Welcome, sorry to hear about your no-start issues.

It may be time to consider another dealer (if that’s an option). Warranty work doesn’t have to be done where you bought the car.

If you’re in a remote location and no other dealership options, time to escalate to the service manager or GM if necessary.

Good luck, keep us posted.


----------



## Wobbster (Mar 8, 2018)

Thanks will keep you updated.. Have been getting service done at different dealership since I got the car... Dealership I purchased from is over 70km away.. There are 2 within 5km of me... I ha e been going to same one... But I think I may just tell them to take to the other one tomorrow instead, or give the dealership I been going to another chance since they looked at it already.
What would you do?


----------



## ChevyGuy (Dec 13, 2014)

How many tries did you do it try and start it? The classic failure of a GM starter is that it will make a normal click, but nothing turns. If you try a few more times, it works. On older cars, you turn turn the key back to "run" and then to "start" for another attempt. That's a little bit tricky in the Cruze, because it's the computer that does the actual starting. Turning the key (or pushing the button) only sends the command to the computer. I think you have to turn the car off before making another attempt at starting. If it starts on subsequent attempts, then I'd think you have a starter problem.


----------



## Wobbster (Mar 8, 2018)

On saturday... It started after I tried a few attempts.. Popped hood... Went back to car it started and drove it promptly to dealershi... Where it continued to start fine... 

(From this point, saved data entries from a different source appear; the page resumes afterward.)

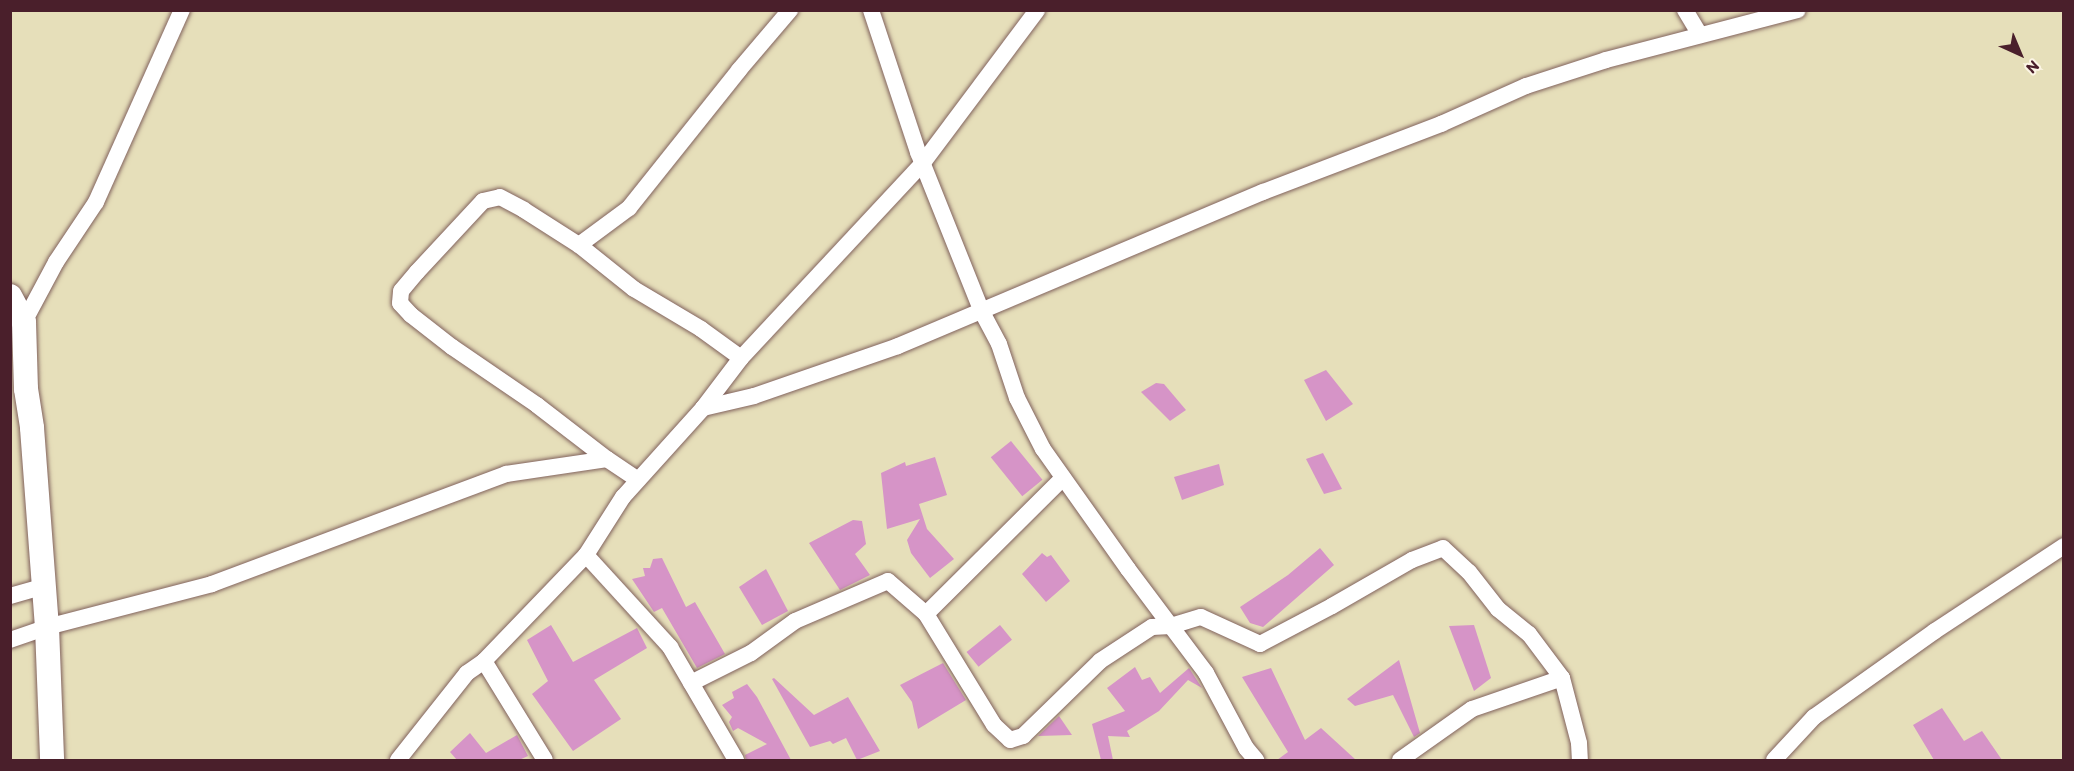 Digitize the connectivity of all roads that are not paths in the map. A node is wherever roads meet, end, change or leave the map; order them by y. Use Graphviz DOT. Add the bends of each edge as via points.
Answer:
graph roads {
  1 [pos="182,10"];
  2 [pos="790,10"];
  3 [pos="872,10"];
  4 [pos="1037,10"];
  5 [pos="1685,10"];
  6 [pos="1798,10"];
  7 [pos="1700,35"];
  8 [pos="922,164"];
  9 [pos="579,245"];
  10 [pos="10,296"];
  11 [pos="982,312"];
  12 [pos="24,322"];
  13 [pos="741,358"];
  14 [pos="18,395"];
  15 [pos="703,408"];
  16 [pos="607,459"];
  17 [pos="1063,478"];
  18 [pos="638,480"];
  19 [pos="2064,546"];
  20 [pos="586,555"];
  21 [pos="44,586"];
  22 [pos="10,596"];
  23 [pos="926,614"];
  24 [pos="1171,626"];
  25 [pos="47,627"];
  26 [pos="10,640"];
  27 [pos="484,661"];
  28 [pos="1562,678"];
  29 [pos="691,683"];
  30 [pos="52,760"];
  31 [pos="398,760"];
  32 [pos="545,760"];
  33 [pos="736,760"];
  34 [pos="1256,760"];
  35 [pos="1400,760"];
  36 [pos="1580,760"];
  37 [pos="1774,760"];
  1 -- 12 [label="street" via="101,193 44,282"];
  2 -- 9 [label="street" via="629,208"];
  3 -- 8 [label="street"];
  4 -- 8 [label="street"];
  5 -- 7 [label="street"];
  6 -- 7 [label="street"];
  7 -- 11 [label="street" via="1526,86 1263,192"];
  8 -- 11 [label="street"];
  8 -- 13 [label="street"];
  9 -- 13 [label="street" via="634,290 701,329"];
  9 -- 16 [label="street" via="500,197 483,201 401,291 400,303 452,347"];
  10 -- 12 [label="street"];
  11 -- 15 [label="street" via="754,396"];
  11 -- 17 [label="street" via="999,344 1017,398"];
  12 -- 14 [label="street"];
  13 -- 15 [label="street"];
  14 -- 21 [label="street" via="32,428"];
  15 -- 18 [label="street"];
  16 -- 18 [label="street"];
  16 -- 25 [label="street" via="506,474 212,584"];
  17 -- 23 [label="street"];
  17 -- 24 [label="street"];
  18 -- 20 [label="street"];
  19 -- 37 [label="street" via="1814,717"];
  20 -- 27 [label="street"];
  20 -- 29 [label="street" via="670,647"];
  21 -- 22 [label="street"];
  21 -- 25 [label="street"];
  23 -- 24 [label="street" via="994,725 1011,740 1023,736 1100,661 1152,627"];
  23 -- 29 [label="street" via="888,581 795,621 751,653"];
  24 -- 28 [label="street" via="1201,617 1260,644 1412,560 1443,548 1469,572 1498,609 1529,634"];
  24 -- 34 [label="street" via="1206,673"];
  25 -- 26 [label="street"];
  25 -- 30 [label="street"];
  27 -- 31 [label="street" via="467,673"];
  27 -- 32 [label="street"];
  28 -- 35 [label="street" via="1473,709"];
  28 -- 36 [label="street"];
  29 -- 33 [label="street"];
}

It clicks once and won't start as you described.. I need to remove the key and put back in to try again and hear that click... If I don't remove the key it won't click when I turn it.


----------



## ChevyGuy (Dec 13, 2014)

Wobbster said:


> On saturday... It started after I tried a few attempts..


Either a bad starter, or something that's keeping the starter from fully engaging with the engine. I notice that a number of times it happened when the engine was hot or had heat soaked a bit.


----------



## Wobbster (Mar 8, 2018)

I think it's the starter too... As first day it happened monday... Worked fine after boosting drove to dealership... Started fine there too.. 

Or the alternator not charging the battery. 

Would you suggest taking it to same dealership I have been.... Or another one.. 

I'm located right between 2 of them and both have been OKed to take it to by GM.


----------



## snowwy66 (Nov 5, 2017)

The click is probably the solenoid engaging the starter gear but not making a good contact for battery amperage to crank her over. No clicks is probably the solenoid not working at all. Or a relay not sending power to the solenoid. 

But if the battery terminals are loose or corroded. That would cause it also. Also a loose connection at the starter motor itself. 

That's the most common problems. But with todays electronics. It might even be the ecm not having a good wiring connection or any number of issues. 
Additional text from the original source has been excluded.